WORK REQUEST:
Print every one of the records verbatim, omitting nothing.

Recorded data:

■ ■ ■ ■ ■ ■ ■

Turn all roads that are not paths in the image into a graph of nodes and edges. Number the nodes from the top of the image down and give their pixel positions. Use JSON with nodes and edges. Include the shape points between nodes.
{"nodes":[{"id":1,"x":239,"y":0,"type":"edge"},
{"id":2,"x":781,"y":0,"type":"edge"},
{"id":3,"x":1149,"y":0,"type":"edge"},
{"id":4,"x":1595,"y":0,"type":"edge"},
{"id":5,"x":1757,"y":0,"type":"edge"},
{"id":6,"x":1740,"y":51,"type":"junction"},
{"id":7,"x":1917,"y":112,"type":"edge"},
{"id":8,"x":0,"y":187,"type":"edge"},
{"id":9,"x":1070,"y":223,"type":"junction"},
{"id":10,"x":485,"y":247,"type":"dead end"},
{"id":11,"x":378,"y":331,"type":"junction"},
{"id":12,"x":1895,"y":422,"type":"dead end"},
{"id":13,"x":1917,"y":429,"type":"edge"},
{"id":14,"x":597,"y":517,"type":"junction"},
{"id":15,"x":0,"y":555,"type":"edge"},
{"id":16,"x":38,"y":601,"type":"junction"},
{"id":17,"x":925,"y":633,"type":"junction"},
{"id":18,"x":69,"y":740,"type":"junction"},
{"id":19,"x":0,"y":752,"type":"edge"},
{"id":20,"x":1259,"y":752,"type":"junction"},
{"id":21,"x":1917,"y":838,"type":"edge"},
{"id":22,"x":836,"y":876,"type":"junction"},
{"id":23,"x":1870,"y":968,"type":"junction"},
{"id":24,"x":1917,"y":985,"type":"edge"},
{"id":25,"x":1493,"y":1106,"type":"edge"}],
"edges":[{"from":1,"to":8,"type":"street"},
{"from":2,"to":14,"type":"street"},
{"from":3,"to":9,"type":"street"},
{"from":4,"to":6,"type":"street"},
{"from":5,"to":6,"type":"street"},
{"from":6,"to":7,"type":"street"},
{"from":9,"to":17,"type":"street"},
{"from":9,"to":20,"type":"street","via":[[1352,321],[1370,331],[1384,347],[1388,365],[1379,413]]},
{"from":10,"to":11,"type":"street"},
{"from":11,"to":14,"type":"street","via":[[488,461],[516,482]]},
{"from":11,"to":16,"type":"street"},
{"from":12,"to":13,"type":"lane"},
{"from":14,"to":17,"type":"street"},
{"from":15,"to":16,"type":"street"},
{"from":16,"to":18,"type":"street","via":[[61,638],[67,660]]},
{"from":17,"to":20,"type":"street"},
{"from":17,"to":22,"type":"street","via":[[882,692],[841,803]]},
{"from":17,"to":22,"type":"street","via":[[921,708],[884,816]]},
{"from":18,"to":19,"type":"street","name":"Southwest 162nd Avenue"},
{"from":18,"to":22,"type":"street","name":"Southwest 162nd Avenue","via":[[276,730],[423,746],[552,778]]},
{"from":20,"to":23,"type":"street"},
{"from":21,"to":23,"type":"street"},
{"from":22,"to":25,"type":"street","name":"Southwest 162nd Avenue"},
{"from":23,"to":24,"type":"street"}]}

■ ■ ■ ■ ■ ■ ■

ANSWER TO THE EXERCISE:
Turn all roads that are not paths in the image into a graph of nodes and edges. Number the nodes from the top of the image down and give their pixel positions. Use JSON with nodes and edges. Include the shape points between nodes.
{"nodes":[{"id":1,"x":239,"y":0,"type":"edge"},
{"id":2,"x":781,"y":0,"type":"edge"},
{"id":3,"x":1149,"y":0,"type":"edge"},
{"id":4,"x":1595,"y":0,"type":"edge"},
{"id":5,"x":1757,"y":0,"type":"edge"},
{"id":6,"x":1740,"y":51,"type":"junction"},
{"id":7,"x":1917,"y":112,"type":"edge"},
{"id":8,"x":0,"y":187,"type":"edge"},
{"id":9,"x":1070,"y":223,"type":"junction"},
{"id":10,"x":485,"y":247,"type":"dead end"},
{"id":11,"x":378,"y":331,"type":"junction"},
{"id":12,"x":1895,"y":422,"type":"dead end"},
{"id":13,"x":1917,"y":429,"type":"edge"},
{"id":14,"x":597,"y":517,"type":"junction"},
{"id":15,"x":0,"y":555,"type":"edge"},
{"id":16,"x":38,"y":601,"type":"junction"},
{"id":17,"x":925,"y":633,"type":"junction"},
{"id":18,"x":69,"y":740,"type":"junction"},
{"id":19,"x":0,"y":752,"type":"edge"},
{"id":20,"x":1259,"y":752,"type":"junction"},
{"id":21,"x":1917,"y":838,"type":"edge"},
{"id":22,"x":836,"y":876,"type":"junction"},
{"id":23,"x":1870,"y":968,"type":"junction"},
{"id":24,"x":1917,"y":985,"type":"edge"},
{"id":25,"x":1493,"y":1106,"type":"edge"}],
"edges":[{"from":1,"to":8,"type":"street"},
{"from":2,"to":14,"type":"street"},
{"from":3,"to":9,"type":"street"},
{"from":4,"to":6,"type":"street"},
{"from":5,"to":6,"type":"street"},
{"from":6,"to":7,"type":"street"},
{"from":9,"to":17,"type":"street"},
{"from":9,"to":20,"type":"street","via":[[1352,321],[1370,331],[1384,347],[1388,365],[1379,413]]},
{"from":10,"to":11,"type":"street"},
{"from":11,"to":14,"type":"street","via":[[488,461],[516,482]]},
{"from":11,"to":16,"type":"street"},
{"from":12,"to":13,"type":"lane"},
{"from":14,"to":17,"type":"street"},
{"from":15,"to":16,"type":"street"},
{"from":16,"to":18,"type":"street","via":[[61,638],[67,660]]},
{"from":17,"to":20,"type":"street"},
{"from":17,"to":22,"type":"street","via":[[882,692],[841,803]]},
{"from":17,"to":22,"type":"street","via":[[921,708],[884,816]]},
{"from":18,"to":19,"type":"street","name":"Southwest 162nd Avenue"},
{"from":18,"to":22,"type":"street","name":"Southwest 162nd Avenue","via":[[276,730],[423,746],[552,778]]},
{"from":20,"to":23,"type":"street"},
{"from":21,"to":23,"type":"street"},
{"from":22,"to":25,"type":"street","name":"Southwest 162nd Avenue"},
{"from":23,"to":24,"type":"street"}]}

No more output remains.